- Born: Muhammad Din Dar Sialkot
- Died: Lahore, Punjab Province (British India), British Indian Empire, now Punjab, Pakistan
- Other name: Poet of Kashmir

Philosophical work
- Era: 20th-century poetry
- Region: British Indian Empire
- Main interests: Kashmiri poetry, History of Kashmir
- Notable works: Tareekh-e-Aqwaam-e-Kashmir, Tareekh-e-Aqwaam-e-Poonch, Tareekh-e-Aqwaam-e-Jammu, Mukammal Tareekh-e-Kashmir
- Notable ideas: Two-nation theory, Conception of Muslim Conference

= Muhammad Din Fauq =

Historian of Kashmir

Muhammad Din Fauq (or Muhammad Din Fouq) was a historian of Kashmir during the early 20th century. He was a pioneer of journalism in Jammu and Kashmir.

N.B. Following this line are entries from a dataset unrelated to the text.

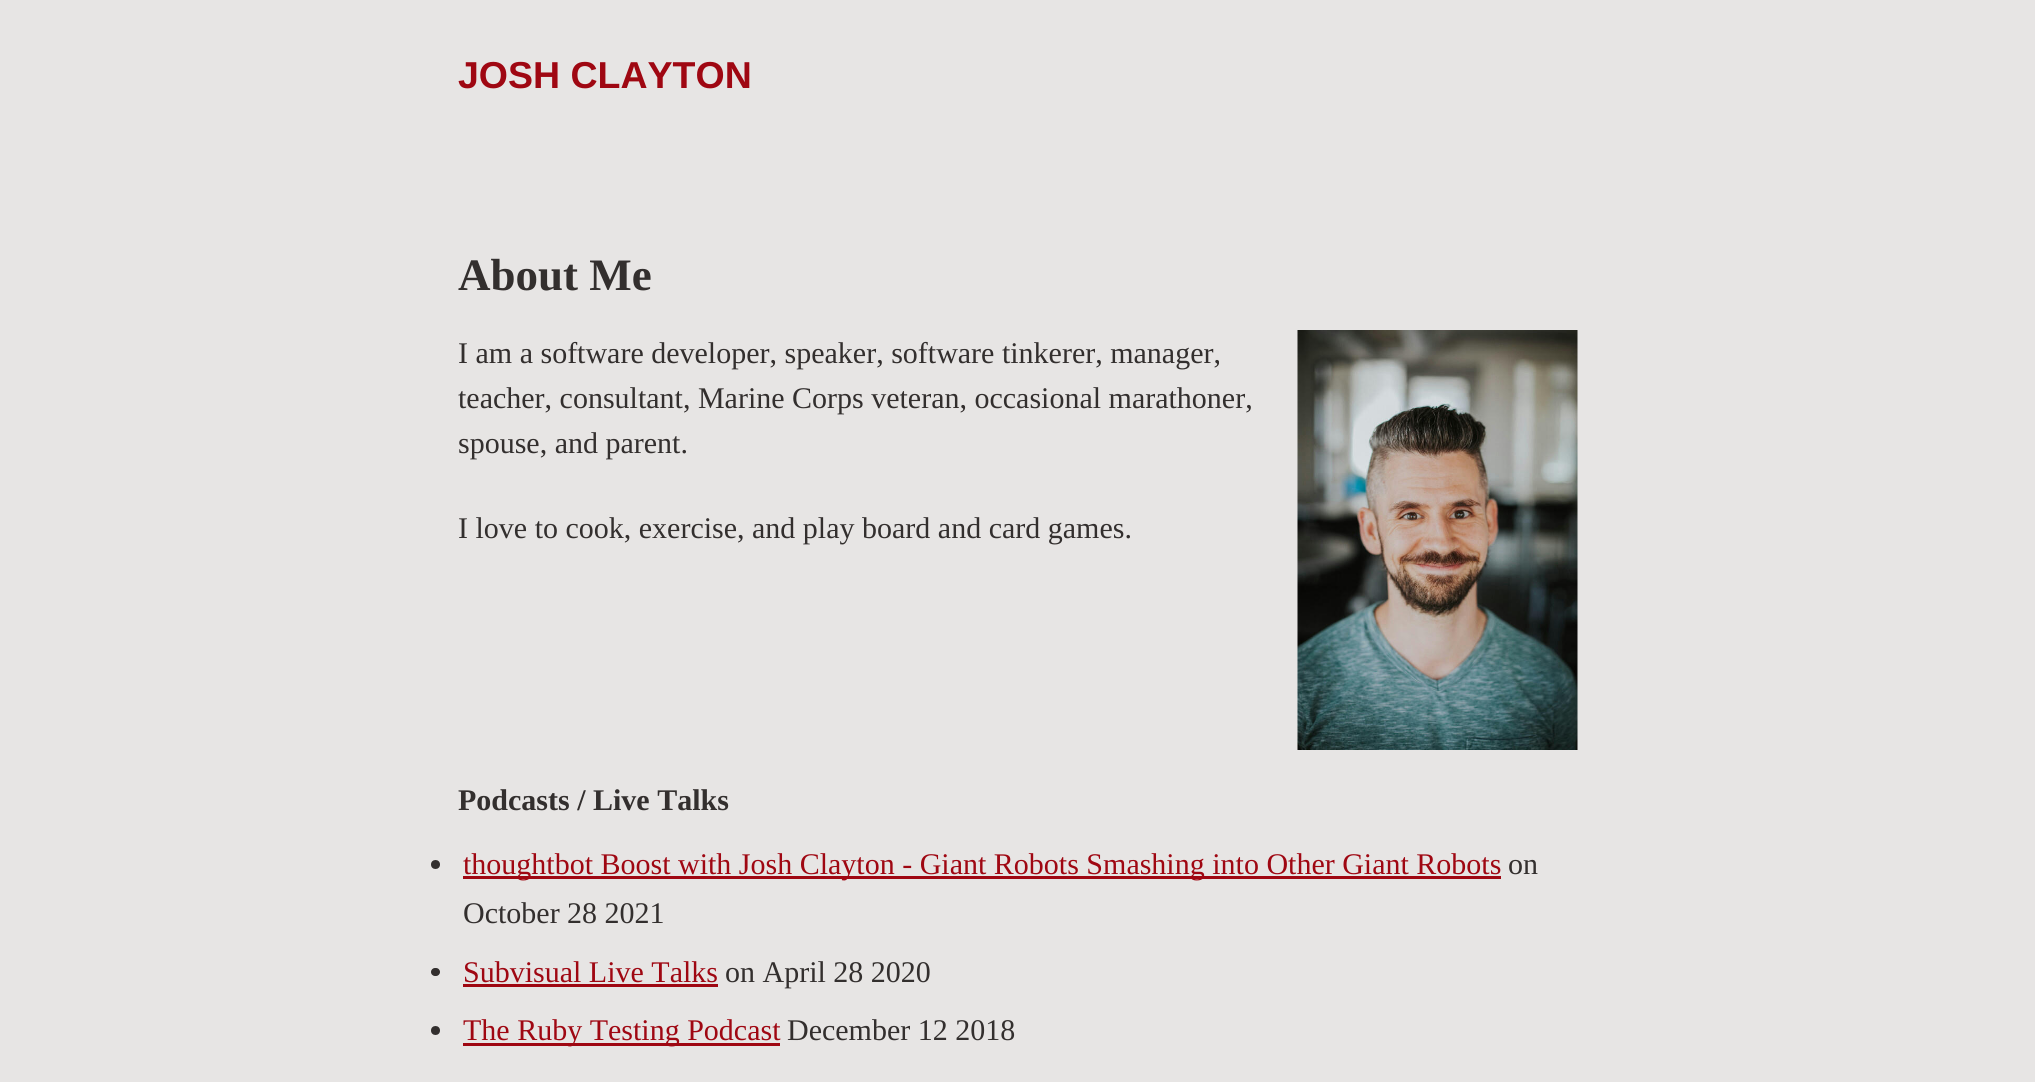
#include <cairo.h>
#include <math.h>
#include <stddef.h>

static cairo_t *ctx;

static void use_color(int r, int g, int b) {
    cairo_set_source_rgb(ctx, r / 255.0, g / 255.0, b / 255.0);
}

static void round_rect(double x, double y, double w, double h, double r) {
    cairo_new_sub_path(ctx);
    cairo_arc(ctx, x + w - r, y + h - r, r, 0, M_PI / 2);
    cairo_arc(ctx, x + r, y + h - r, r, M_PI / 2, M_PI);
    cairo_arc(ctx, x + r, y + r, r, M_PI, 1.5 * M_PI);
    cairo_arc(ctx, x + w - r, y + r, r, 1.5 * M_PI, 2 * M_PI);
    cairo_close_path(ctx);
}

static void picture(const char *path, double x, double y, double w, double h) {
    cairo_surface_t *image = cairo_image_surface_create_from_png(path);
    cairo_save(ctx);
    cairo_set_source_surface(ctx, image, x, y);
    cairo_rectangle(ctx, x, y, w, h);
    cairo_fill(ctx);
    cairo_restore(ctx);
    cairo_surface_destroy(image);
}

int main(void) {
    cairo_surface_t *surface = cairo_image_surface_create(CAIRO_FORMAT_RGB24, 2035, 1082);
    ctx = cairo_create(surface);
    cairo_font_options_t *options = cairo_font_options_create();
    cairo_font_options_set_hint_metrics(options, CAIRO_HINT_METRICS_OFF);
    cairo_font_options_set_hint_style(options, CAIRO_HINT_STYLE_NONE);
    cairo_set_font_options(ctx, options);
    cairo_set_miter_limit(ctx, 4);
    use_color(231, 229, 228);
    cairo_paint(ctx);
    cairo_select_font_face(ctx, "Liberation Sans", CAIRO_FONT_SLANT_NORMAL, CAIRO_FONT_WEIGHT_BOLD);
    cairo_set_font_size(ctx, 37.5);
    use_color(159, 7, 18);
    cairo_move_to(ctx, 458, 88);
    cairo_show_text(ctx, "JOSH CLAYTON");
    cairo_select_font_face(ctx, "Liberation Serif", CAIRO_FONT_SLANT_NORMAL, CAIRO_FONT_WEIGHT_BOLD);
    cairo_set_font_size(ctx, 45);
    use_color(51, 47, 46);
    cairo_move_to(ctx, 458, 290);
    cairo_show_text(ctx, "About Me");
    cairo_select_font_face(ctx, "Liberation Serif", CAIRO_FONT_SLANT_NORMAL, CAIRO_FONT_WEIGHT_NORMAL);
    cairo_set_font_size(ctx, 30);
    cairo_move_to(ctx, 458, 363);
    cairo_show_text(ctx, "I am a software developer, speaker, software tinkerer, manager,");
    cairo_move_to(ctx, 458, 408);
    cairo_show_text(ctx, "teacher, consultant, Marine Corps veteran, occasional marathoner,");
    cairo_move_to(ctx, 458, 453);
    cairo_show_text(ctx, "spouse, and parent.");
    cairo_move_to(ctx, 458, 538);
    cairo_show_text(ctx, "I love to cook, exercise, and play board and card games.");
    picture("img1.png", 1297, 330, 281, 420);
    cairo_select_font_face(ctx, "Liberation Serif", CAIRO_FONT_SLANT_NORMAL, CAIRO_FONT_WEIGHT_BOLD);
    cairo_move_to(ctx, 458, 810);
    cairo_show_text(ctx, "Podcasts / Live Talks");
    cairo_new_path(ctx);
    cairo_arc(ctx, 435.5, 864.5, 4.5, 0, 2 * M_PI);
    cairo_fill(ctx);
    use_color(159, 7, 18);
    cairo_rectangle(ctx, 463, 876, 1038, 3);
    cairo_fill(ctx);
    cairo_select_font_face(ctx, "Liberation Serif", CAIRO_FONT_SLANT_NORMAL, CAIRO_FONT_WEIGHT_NORMAL);
    cairo_move_to(ctx, 463, 874);
    cairo_show_text(ctx, "thoughtbot Boost with Josh Clayton - Giant Robots Smashing into Other Giant Robots");
    use_color(51, 47, 46);
    cairo_move_to(ctx, 1508, 874);
    cairo_show_text(ctx, "on");
    cairo_move_to(ctx, 463, 923);
    cairo_show_text(ctx, "October 28 2021");
    round_rect(431, 968, 9, 8, 4);
    cairo_fill(ctx);
    use_color(159, 7, 18);
    cairo_move_to(ctx, 463, 982);
    cairo_show_text(ctx, "Subvisual Live Talks");
    cairo_rectangle(ctx, 463, 984, 255, 3);
    cairo_fill(ctx);
    use_color(51, 47, 46);
    cairo_move_to(ctx, 725, 982);
    cairo_show_text(ctx, "on April 28 2020");
    cairo_new_path(ctx);
    cairo_arc(ctx, 435.5, 1030.5, 4.5, 0, 2 * M_PI);
    cairo_fill(ctx);
    use_color(159, 7, 18);
    cairo_rectangle(ctx, 463, 1043, 317, 3);
    cairo_fill(ctx);
    cairo_move_to(ctx, 463, 1040);
    cairo_show_text(ctx, "The Ruby Testing Podcast");
    use_color(51, 47, 46);
    cairo_move_to(ctx, 787, 1040);
    cairo_show_text(ctx, "December 12 2018");
    cairo_surface_write_to_png(surface, "result.png");
    cairo_font_options_destroy(options);
    cairo_destroy(ctx);
    cairo_surface_destroy(surface);
    return 0;
}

To espouse the cause of the Kashmiris as well as to extend solidarity, various organisations were formed before Partition of India. Prominent among them were the All India Muslim Kashmiri Conference and the All India Kashmir Committee. The former was established at Lahore in 1908 with Allama Iqbal and Muhammad Din Fauq as its prominent leaders.

Fauq wrote extensively on the Valley's history, folklore and geography. He published a history of Kashmir in 1910. In 1936, Fauq published an exhaustive survey on the origins and histories of Kashmir's well known families and communities. The survey has been described as being of considerable interest from the anthropological point of view.

Muhammad Din Fauq's work included detailed surveys of groups living in various areas throughout the Jammu and Kashmir region, in which he also recorded their traditions and history. Notable works of this project were titled Tarikh-e-Aqwam-e-Poonch (published in 1936), Tarikh-e-Aqwam-e-Kashmir (published in 1938), and Tarikh-e-Aqwam-e-Jammu. These works were written in the Urdu language.